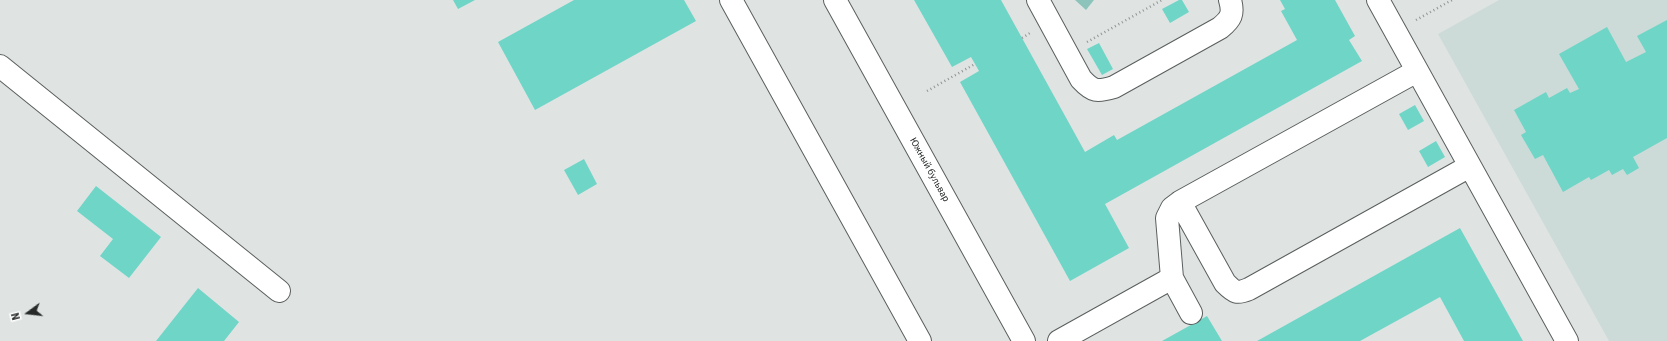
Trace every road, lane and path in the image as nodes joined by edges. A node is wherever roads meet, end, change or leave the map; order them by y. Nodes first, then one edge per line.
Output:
1 (731, 0) edge
2 (835, 0) edge
3 (1038, 0) edge
4 (1162, 0) edge
5 (1230, 0) edge
6 (1378, 0) edge
7 (1452, 0) edge
8 (1396, 32) junction
9 (1067, 53) junction
10 (975, 64) dead end
11 (0, 66) edge
12 (1417, 71) junction
13 (927, 91) dead end
14 (1470, 166) junction
15 (1180, 202) junction
16 (1172, 278) junction
17 (279, 291) dead end
18 (1192, 313) dead end
19 (920, 341) edge
20 (1024, 341) edge
21 (1059, 341) edge
22 (1567, 341) edge

1 - 19 street
2 - 20 street, Южный бульвар
3 - 9 street
4 - 9 path
5 - 9 street
6 - 8 street
7 - 8 path
8 - 12 street
10 - 13 path
11 - 17 street
12 - 14 street
12 - 15 street
14 - 15 street
14 - 22 street
15 - 16 street
16 - 18 street
16 - 21 street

━━━━━━━━━━━━━━━━━━━━

TRY IT:
Keep the pictures out of the copy and return the rest of the data above exactly.

THE ANSWER:
Trace every road, lane and path in the image as nodes joined by edges. A node is wherever roads meet, end, change or leave the map; order them by y. Nodes first, then one edge per line.
Output:
1 (731, 0) edge
2 (835, 0) edge
3 (1038, 0) edge
4 (1162, 0) edge
5 (1230, 0) edge
6 (1378, 0) edge
7 (1452, 0) edge
8 (1396, 32) junction
9 (1067, 53) junction
10 (975, 64) dead end
11 (0, 66) edge
12 (1417, 71) junction
13 (927, 91) dead end
14 (1470, 166) junction
15 (1180, 202) junction
16 (1172, 278) junction
17 (279, 291) dead end
18 (1192, 313) dead end
19 (920, 341) edge
20 (1024, 341) edge
21 (1059, 341) edge
22 (1567, 341) edge

1 - 19 street
2 - 20 street, Южный бульвар
3 - 9 street
4 - 9 path
5 - 9 street
6 - 8 street
7 - 8 path
8 - 12 street
10 - 13 path
11 - 17 street
12 - 14 street
12 - 15 street
14 - 15 street
14 - 22 street
15 - 16 street
16 - 18 street
16 - 21 street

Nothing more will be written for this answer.